Мы с Вовкой зашли в клубный предбанничек за час до сеанса. Там стояли трое Интернатцев – поменьше нас, но три на два – это было в самый… однако к Детдомцам нам и в голову бы не пришло примериваться. А эти были к тому же с чистенькими рожицами – один, максимум два лишая на троих, – да еще и в пионерских галстуках, да еще и отглаженных, воспаряющих невесомыми крылами. Самый веселый интернатец накрыл алым крылом забиячливую физиономию, приоткрывая то один, то другой смеющийся глаз.
Вовка дернул дверь в кассу. «Закрыто», – сказал он мне скованным голосом. «Закрыто», – повторил веселый, накрываясь галстуком с головой и раздувая его, как алый парус. Вовка вопросительно глянул на меня. «Пошли отсюда», – сказал еврей во мне. «Сейчас или никогда», – понял эдемчанин. «Зайдем через полчаса», – угрожающе сказал мне Вовка. «Зайдем через полчаса», – упавшим голосом повторил озорник, чувствуя, что совершает непоправимое.
Ляп! Ладонь у Вовки была твердая, как у плотника. Галстук прилип к щеке. «Ты чё-о?..» Ляп снова! Алое крыло отклеилось и начало планировать книзу. «Да чё т-ты?!» Ляп! Голова мотнулась, как воздушный шарик от щелбана. «Еще слово скажешь – еще получишь!» – с каким-то даже суровым участием предостерег Вовка.
И весельчак промолчал. И мы ушли. И все это не имело никаких последствий. Старые добрые Детдомцы не могли бы такого представить и в страшном сне.

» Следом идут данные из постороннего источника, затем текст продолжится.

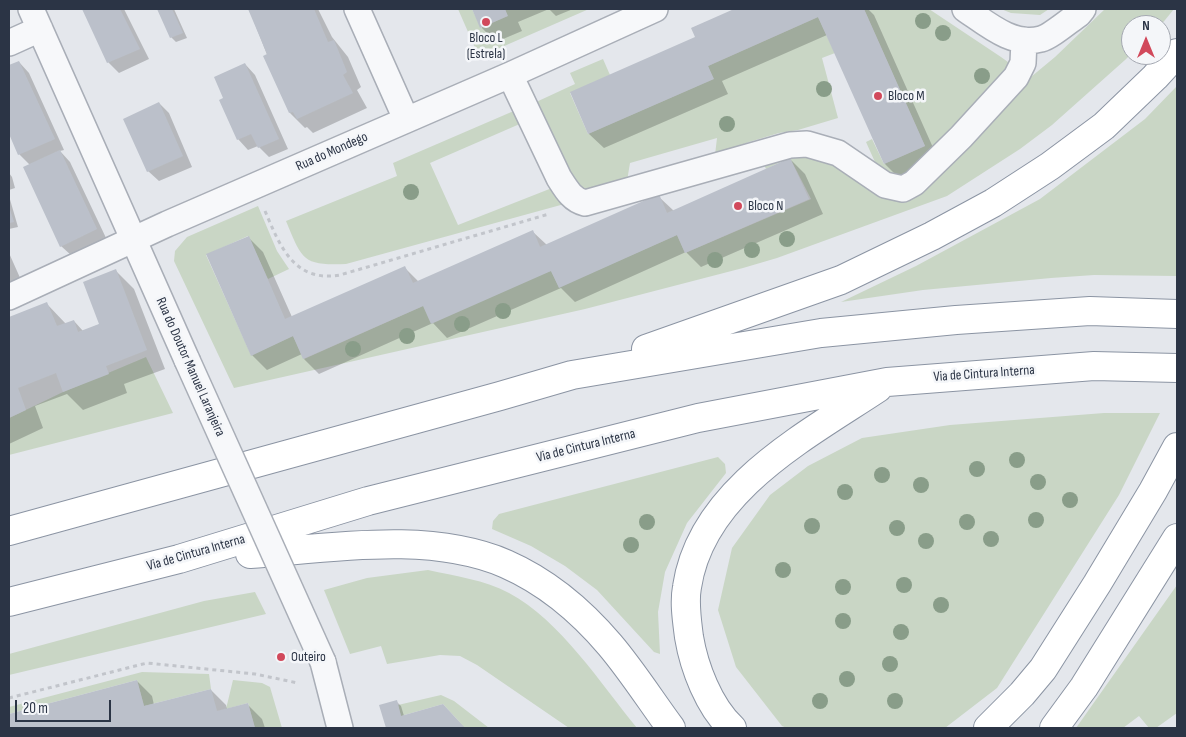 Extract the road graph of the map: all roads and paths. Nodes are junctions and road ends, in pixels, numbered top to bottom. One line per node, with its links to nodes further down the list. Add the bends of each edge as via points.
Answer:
1 (357, 9): 11 (street)
2 (655, 9): 6 (street, Rua do Mondego)
3 (965, 9): 7 (street, via 1004,35)
4 (1083, 9): 7 (street, via 1042,39)
5 (35, 19): 8 (street); 14 (street, Rua do Doutor Manuel Laranjeira)
6 (607, 19): 10 (street, Rua do Mondego)
7 (1024, 40): 13 (street, via 1023,63 1016,77 961,137 914,183 903,189 885,185 838,153 807,144 790,145)
8 (9, 43)
9 (1177, 53): 18 (highway, via 1104,126 1058,161 993,203 932,236 841,280)
10 (510, 75): 11 (street, Rua do Mondego); 13 (street, via 559,178 573,198)
11 (406, 119): 12 (street, Rua do Mondego)
12 (254, 186): 13 (path, via 281,248 295,264 328,277); 14 (street, Rua do Mondego)
13 (584, 203)
14 (134, 239): 15 (street, Rua do Mondego); 27 (street, Rua do Doutor Manuel Laranjeira, bridge, via 323,662)
15 (9, 297)
16 (1177, 314): 18 (highway, via 1090,311 821,333)
17 (1177, 368): 19 (highway, Via de Cintura Interna, via 1094,366)
18 (572, 375): 21 (highway)
19 (887, 382): 23 (highway, Via de Cintura Interna, via 698,418 566,451 368,501); 29 (highway, via 789,447 741,487 702,538 686,588 687,622 692,653 708,696)
20 (1177, 447): 30 (highway, via 1043,669)
21 (9, 531)
22 (1177, 538): 31 (highway, via 1084,687)
23 (179, 560): 24 (highway, Via de Cintura Interna); 28 (highway, via 371,544 416,545 472,553 506,564 535,579 587,621 610,645)
24 (9, 602)
25 (299, 683): 26 (path, via 255,674 147,663)
26 (9, 698)
27 (340, 728)
28 (671, 728)
29 (732, 728)
30 (988, 728)
31 (1054, 728) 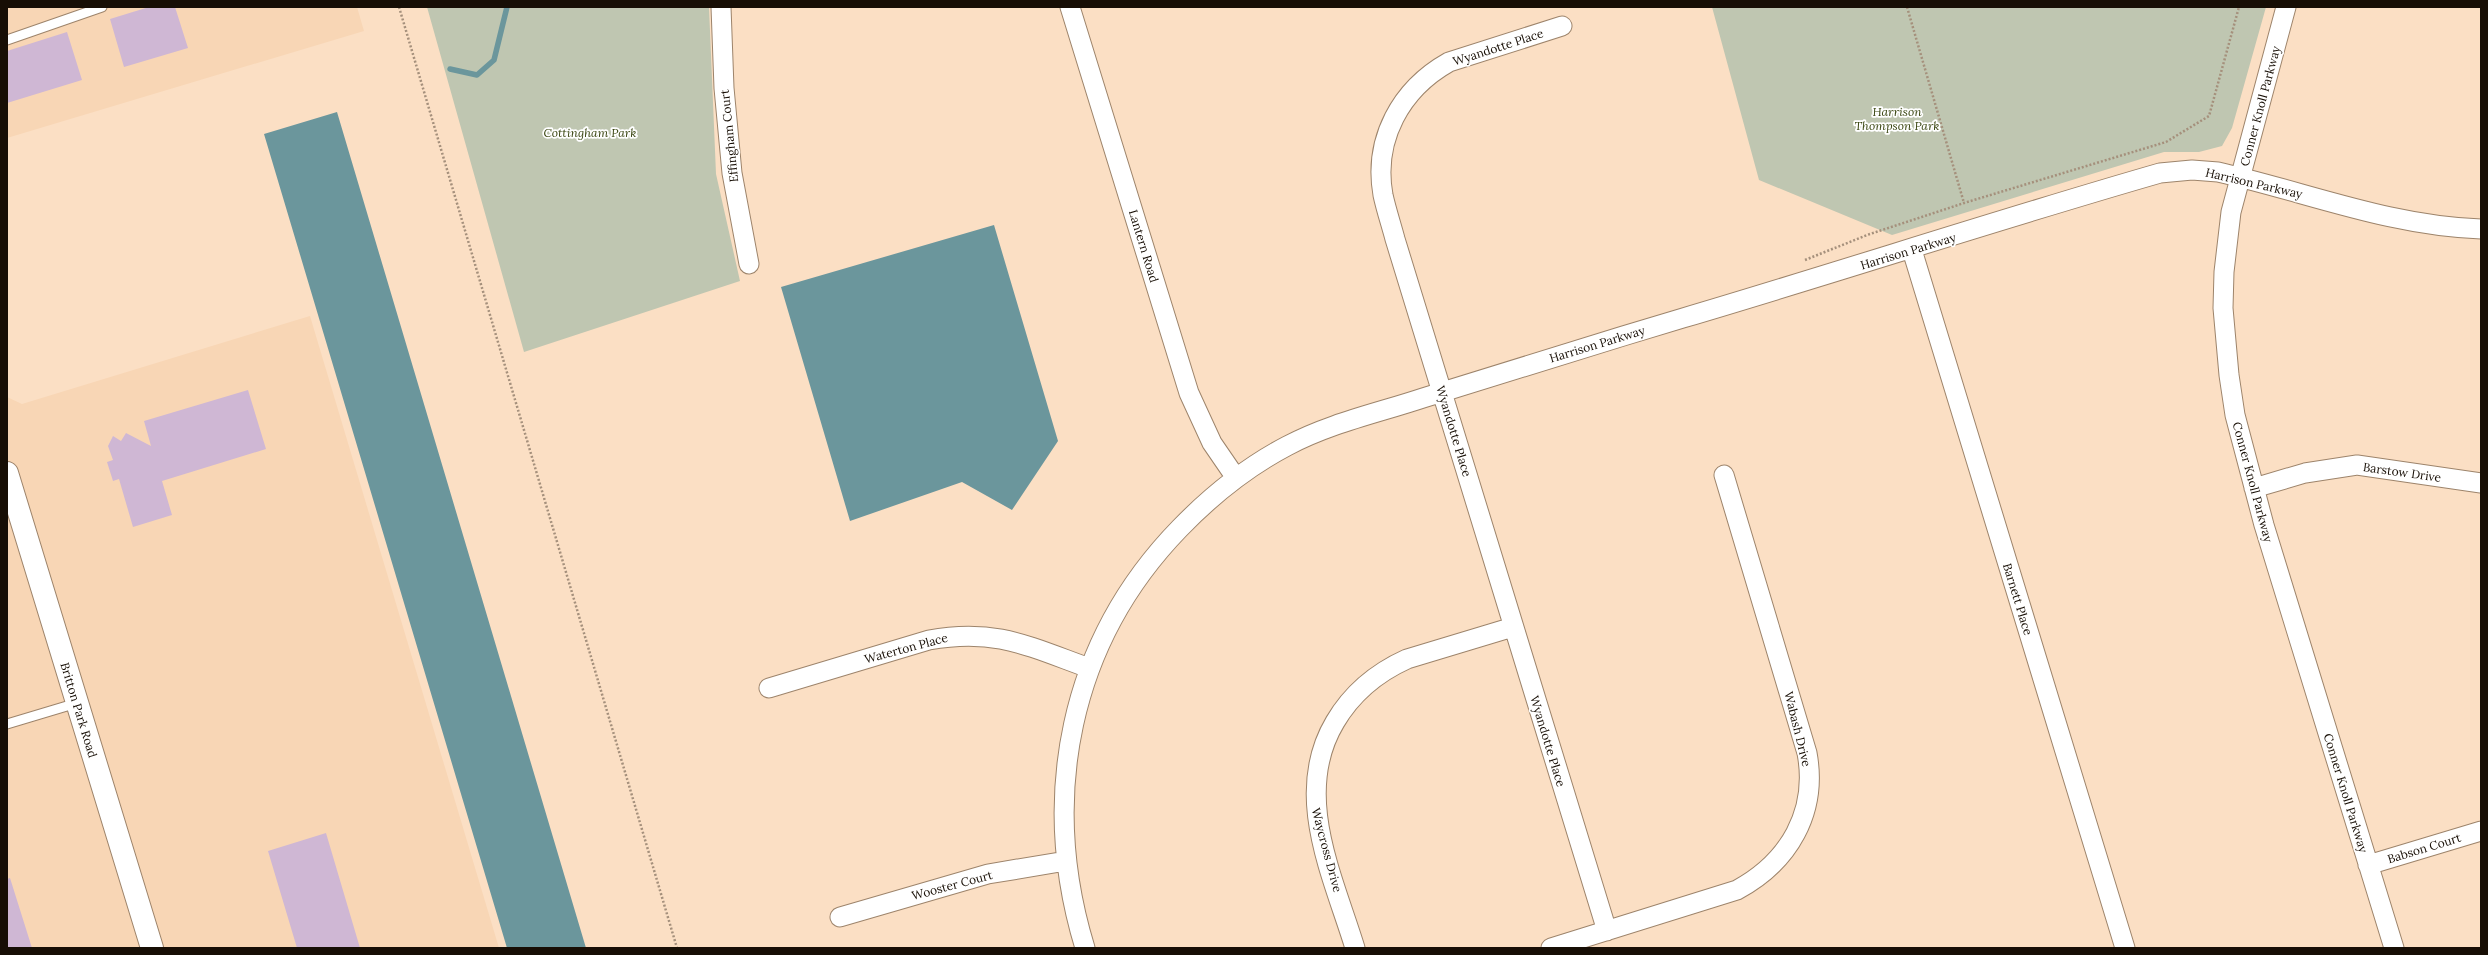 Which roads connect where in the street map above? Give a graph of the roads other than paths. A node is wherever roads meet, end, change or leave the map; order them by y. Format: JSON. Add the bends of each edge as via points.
{"nodes":[{"id":1,"x":102,"y":7,"type":"edge"},
{"id":2,"x":721,"y":7,"type":"edge"},
{"id":3,"x":1070,"y":7,"type":"edge"},
{"id":4,"x":2286,"y":7,"type":"edge"},
{"id":5,"x":1562,"y":26,"type":"dead end"},
{"id":6,"x":7,"y":40,"type":"edge"},
{"id":7,"x":2241,"y":178,"type":"junction"},
{"id":8,"x":2481,"y":229,"type":"edge"},
{"id":9,"x":1912,"y":250,"type":"junction"},
{"id":10,"x":750,"y":264,"type":"dead end"},
{"id":11,"x":1442,"y":392,"type":"junction"},
{"id":12,"x":7,"y":473,"type":"edge"},
{"id":13,"x":1724,"y":475,"type":"dead end"},
{"id":14,"x":1236,"y":478,"type":"junction"},
{"id":15,"x":2481,"y":483,"type":"edge"},
{"id":16,"x":2254,"y":488,"type":"junction"},
{"id":17,"x":1513,"y":627,"type":"junction"},
{"id":18,"x":1089,"y":668,"type":"junction"},
{"id":19,"x":769,"y":688,"type":"dead end"},
{"id":20,"x":77,"y":703,"type":"junction"},
{"id":21,"x":7,"y":724,"type":"edge"},
{"id":22,"x":2481,"y":831,"type":"edge"},
{"id":23,"x":1066,"y":861,"type":"junction"},
{"id":24,"x":2368,"y":865,"type":"junction"},
{"id":25,"x":840,"y":917,"type":"dead end"},
{"id":26,"x":1607,"y":931,"type":"junction"},
{"id":27,"x":152,"y":948,"type":"edge"},
{"id":28,"x":1085,"y":948,"type":"edge"},
{"id":29,"x":1355,"y":948,"type":"edge"},
{"id":30,"x":1551,"y":948,"type":"edge"},
{"id":31,"x":2125,"y":948,"type":"edge"},
{"id":32,"x":2394,"y":948,"type":"edge"}],
"edges":[{"from":1,"to":6,"type":"lane"},
{"from":2,"to":10,"type":"street","name":"Effingham Court","via":[[724,88],[732,173]]},
{"from":3,"to":14,"type":"street","name":"Lantern Road","via":[[1190,393],[1212,443]]},
{"from":4,"to":7,"type":"street","name":"Conner Knoll Parkway"},
{"from":5,"to":11,"type":"street","name":"Wyandotte Place","via":[[1477,52],[1433,71],[1407,96],[1387,134],[1382,160],[1383,195]]},
{"from":7,"to":8,"type":"street","name":"Harrison Parkway","via":[[2416,223]]},
{"from":7,"to":9,"type":"street","name":"Harrison Parkway","via":[[2192,170],[2160,173]]},
{"from":7,"to":16,"type":"street","name":"Conner Knoll Parkway","via":[[2231,212],[2223,308],[2235,415]]},
{"from":9,"to":11,"type":"street","name":"Harrison Parkway"},
{"from":9,"to":31,"type":"street","name":"Barnett Place"},
{"from":11,"to":14,"type":"street","name":"Harrison Parkway","via":[[1319,432],[1272,454]]},
{"from":11,"to":17,"type":"street","name":"Wyandotte Place"},
{"from":12,"to":20,"type":"street","name":"Britton Park Road"},
{"from":13,"to":26,"type":"street","name":"Wabash Drive","via":[[1807,752],[1810,779],[1803,816],[1783,853],[1754,881],[1717,897]]},
{"from":14,"to":18,"type":"street","name":"Harrison Parkway","via":[[1189,519],[1139,576],[1117,610]]},
{"from":15,"to":16,"type":"street","name":"Barstow Drive","via":[[2357,465],[2305,472]]},
{"from":16,"to":24,"type":"street","name":"Conner Knoll Parkway"},
{"from":17,"to":26,"type":"street","name":"Wyandotte Place"},
{"from":17,"to":29,"type":"street","name":"Waycross Drive","via":[[1391,666],[1358,691],[1326,738],[1316,776],[1317,818]]},
{"from":18,"to":19,"type":"street","name":"Waterton Place","via":[[1003,638],[980,635],[951,636],[929,640]]},
{"from":18,"to":23,"type":"street","name":"Harrison Parkway","via":[[1078,704],[1065,781]]},
{"from":20,"to":21,"type":"lane"},
{"from":20,"to":27,"type":"street","name":"Britton Park Road"},
{"from":22,"to":24,"type":"street","name":"Babson Court"},
{"from":23,"to":25,"type":"street","name":"Wooster Court","via":[[988,874]]},
{"from":23,"to":28,"type":"street","name":"Harrison Parkway"},
{"from":24,"to":32,"type":"street","name":"Conner Knoll Parkway"},
{"from":26,"to":30,"type":"street","name":"Wabash Drive"}]}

Дальше: урок труда – советского, бессмысленного. То есть нужный для жизни, правильный урок. Мы с пацанами на школьном косогоре долбим ломами каменный «наполеон» для ежегодной братской могилы заранее иссохших, подобно маленьким корягам, тополевых саженцев, а за забором куда-то бредет ватага разрозненных Интернатцев. Я принципиально не помню, кто начал и с чего («Проткнем щепкою толстое брюхо вашему князю!»), – главное, в какой-то миг нас охватило чувство, в отношении Детдомцев невозможное, – негодование. «А ну, ребя!..» Чувство Правоты можно ощутить только в Единстве с кем-то – это виноватым чаще всего бываешь в одиночку.
Мы ринулись вниз, но когда первый из нас занес ногу через штакетники, Интернатцы кинулись врассыпную, теряя остатки Единства. Сердце победы – наше Мы – оказалось прочнее.
Интернатцам уже сделалось опасно появляться в Эдеме числом меньше десяти, а в одиночку они почти наверняка подвергались справедливому возмездию. Мы их били ради восстановления справедливости, а они нас – из злобы и подлости. И чем справедливее делались Мы, тем гнуснее бесчинствовали Они.
Концентрация нашего Мы в Казаке достигала вулканического напряжения, ударяя гейзером в слабых местах. Он входил в туземный поселок на сваях, сдвинув на затылок пробковый шлем и положа руку на верный «кольт». К его китайским кетам прямо-таки просилась кошачья (тигриная) поступь… и группка Интернатцев, рассредоточиваясь (раз-Мы-каясь), угрюмо отступала, когда он, крадучись, приближался к ней и успевал последнему (самому гордому, а потому опасному) засадить пяткой в поясницу (по почарам), а если тот, акробатически прогнувшись, на его несчастье, все же удерживался на ногах, то получал та-ах-какой крюк по скуле…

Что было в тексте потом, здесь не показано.